Tarım ve Orman Bakanı Vahit Kirişci, tarım temsilcileriyle bir araya geldiği Kırklareli’de programına jeotermal tarım yapan bir işletmeyi ziyaret ederek devam etti. Bakan Kirişci, burada Türkiye’deki örtü altı üretime dair açıklamalarda bulundu.
Türkiye’de 2002 yılında 540 bin dekar olan örtü altı üretimin şu anda 811 bin dekara ulaştığını söyleyen Kirişci, “İktidara geldiğimiz tarih 2002 olduğu için Türkiye’de pek çok olumlu gelişme de 2002 sonrası yaşandı. O zamana kadar Türkiye’de 540 bin dekarlık bir örtü altı üretimimiz söz konuydu. Ama şu anda bu örtü altı üretim 811 bin dekara çıktı. İspanya’dan sonra Avrupa’da ikinci dünyada dördüncü sırada olduğumuzu özellikle belirtmek istiyorum. Bu 811 bin dekarlık örtü altı dediğimiz alçak tünel, yüksek tünel, işte cam vesaire burada olduğu gibi gerçekten endüstriyel anlamda modern tarzda seralarda bunun içerisinde. Bunların aslında tıpkı çiftçi kayıt sisteminde olduğu gibi burada da tamamı kayıt altında değil” diye konuştu.
‘SERA ALANLARINI KAYIT ALTINA ALIP, HAKSIZ REKABETTEN KURTULMALARINI SAĞLAYACAĞIZ’
Türkiye genelinde 811 bin dekarlık örtü altı üretimin yüzde 59’unun kayıt altında olduğunu vurgulayan Kirişci, “Bu sera faaliyetlerinde bulunanlar toplam Kırklareli’nde 181 dekar civarında. Daha çok da küçük aile işletmeleri şeklinde 158 işetmeden müteşekkir ama şu bulunmuş olduğumuz sera 50 bin metrekarelik bir sera. Şu anda 811 bin dekarın yüzde 59’u kayıtlı, geri kalanı da bir anlamda kayıt dışında. Biz onları da kayıt altına almış olacağız. Diğer tarımsal faaliyetleri de aynı şekilde kayıt altına almış olacağız. Bu üreticilerimizin bir haksız rekabet içerisinde olmalarından da artık kurtulmalarını sağlayacak. Onu da o şekilde ifade edebiliriz” dedi.

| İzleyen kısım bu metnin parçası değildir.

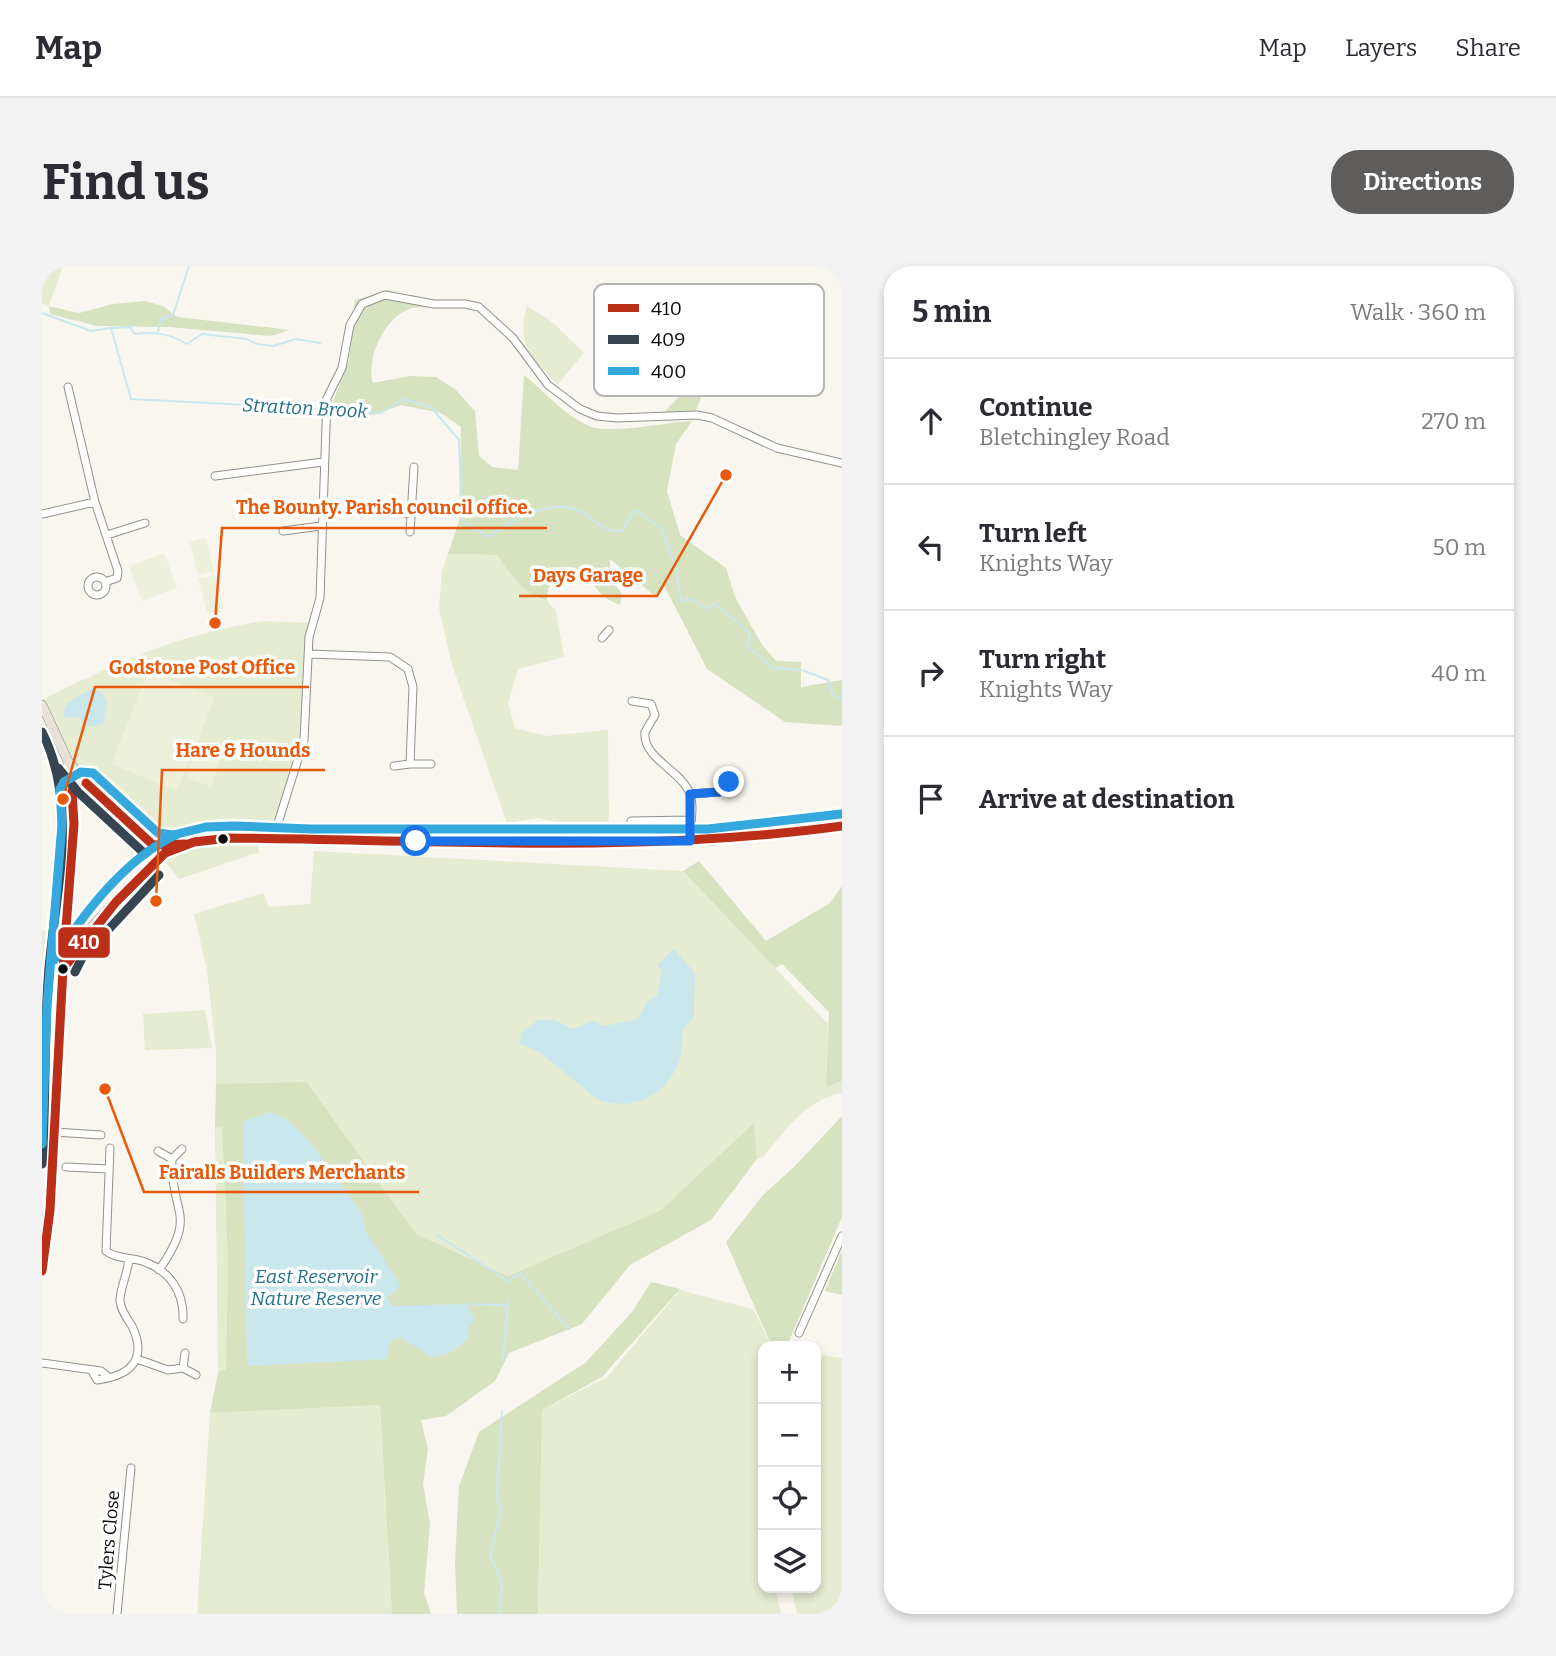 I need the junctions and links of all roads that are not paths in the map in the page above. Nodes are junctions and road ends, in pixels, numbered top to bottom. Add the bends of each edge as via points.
1 (68, 387) dead end
2 (323, 462) junction
3 (842, 463) edge
4 (414, 467) dead end
5 (215, 476) dead end
6 (94, 502) junction
7 (323, 504) junction
8 (42, 514) edge
9 (412, 514) junction
10 (145, 523) dead end
11 (321, 526) junction
12 (284, 531) dead end
13 (410, 532) dead end
14 (107, 535) junction
15 (104, 582) dead end
16 (609, 630) dead end
17 (602, 638) dead end
18 (309, 654) junction
19 (632, 701) dead end
20 (42, 705) edge
21 (68, 761) junction
22 (410, 764) junction
23 (431, 764) dead end
24 (394, 766) dead end
25 (729, 782) dead end
26 (86, 783) junction
27 (72, 791) junction
28 (690, 794) junction
29 (631, 821) dead end
30 (691, 821) junction
31 (842, 826) edge
32 (272, 839) junction
33 (690, 841) junction
34 (153, 845) junction
35 (174, 846) junction
36 (150, 867) junction
37 (65, 937) junction
38 (76, 947) junction
39 (63, 969) junction
40 (59, 1075) dead end
41 (54, 1132) dead end
42 (101, 1135) dead end
43 (110, 1148) dead end
44 (182, 1149) dead end
45 (158, 1151) dead end
46 (172, 1158) junction
47 (66, 1167) dead end
48 (109, 1169) junction
49 (48, 1170) edge
50 (842, 1236) edge
51 (129, 1259) junction
52 (159, 1270) junction
53 (42, 1271) edge
54 (183, 1319) dead end
55 (799, 1333) dead end
56 (185, 1353) dead end
57 (137, 1359) junction
58 (42, 1363) edge
59 (183, 1368) junction
60 (196, 1374) dead end
61 (131, 1468) dead end
62 (117, 1614) edge

1 - 6 street
2 - 3 street via 326,410 334,379 342,368 350,325 356,311 385,295 479,307 500,323 564,400 597,416 712,418 777,448
2 - 5 street
2 - 7 street
4 - 9 street
6 - 8 street
6 - 14 street
7 - 9 street
7 - 11 street
9 - 13 street
10 - 14 street
11 - 12 street
11 - 18 street via 320,598
14 - 15 street via 118,571 117,578
16 - 17 street
18 - 22 street via 390,657 402,662 412,679
18 - 32 street via 304,740
19 - 28 street via 651,704 654,715 645,732 647,746 681,777
20 - 21 main road
21 - 26 main road
21 - 27 main road
22 - 23 street
22 - 24 street
25 - 28 street via 719,792
26 - 27 main road
26 - 34 main road
27 - 37 main road via 74,824
28 - 30 street
29 - 30 street
30 - 33 street
31 - 33 main road
32 - 33 main road
32 - 35 main road via 208,839
34 - 35 main road
34 - 36 main road
35 - 36 main road
36 - 38 main road
37 - 38 main road
37 - 39 main road
38 - 39 main road
39 - 40 main road
41 - 42 street
43 - 48 street
44 - 46 street
45 - 46 street
46 - 52 street via 171,1178 182,1224 176,1246
47 - 48 street
48 - 51 street via 104,1249
49 - 53 main road
50 - 55 street
51 - 52 street
51 - 57 street via 120,1297 139,1344
52 - 54 street via 184,1299
56 - 59 street
57 - 58 street via 126,1372 97,1380 92,1371
57 - 59 street via 168,1370
59 - 60 street
61 - 62 street, Tylers Close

‘ARZUMUZ SERALARDA TOPRAKSIZ TARIMIN GELİŞMESİ’
811 bin dekarın yüzde 79’unun gerçek anlamda sera vasfında olduğuna dikkat çeken Bakan Kirişci, “Belki de bu 811 bin dekarın yüzde 79’u gerçek anlamda sera diyebileceğimiz vasıfta olanlar. Geri kalan yüzde 21’lik olanlar da alçak tünel olarak ifade edebileceğimiz şeyler. Bunların önemli bir kısmı. Burada da olduğu gibi topraksız tarım maalesef değil. Sadece 22 bin dekarlık kısmı, topraksız tarım yapılan modern sera tarzında. Arzumuz bu oranların ve alanların daha da genişlemesi. Bu 531 bin dekar olarak gözükse de önemli bir kısmını meyveler değil sebzeler oluşturuyor ama sebzelerde de domates oluşturuyor. Onu ifade etmekte yarar var” ifadesini kullandı.
‘JEOTERMAL KONUSU UZUN YILLAR İHMAL EDİLDİ’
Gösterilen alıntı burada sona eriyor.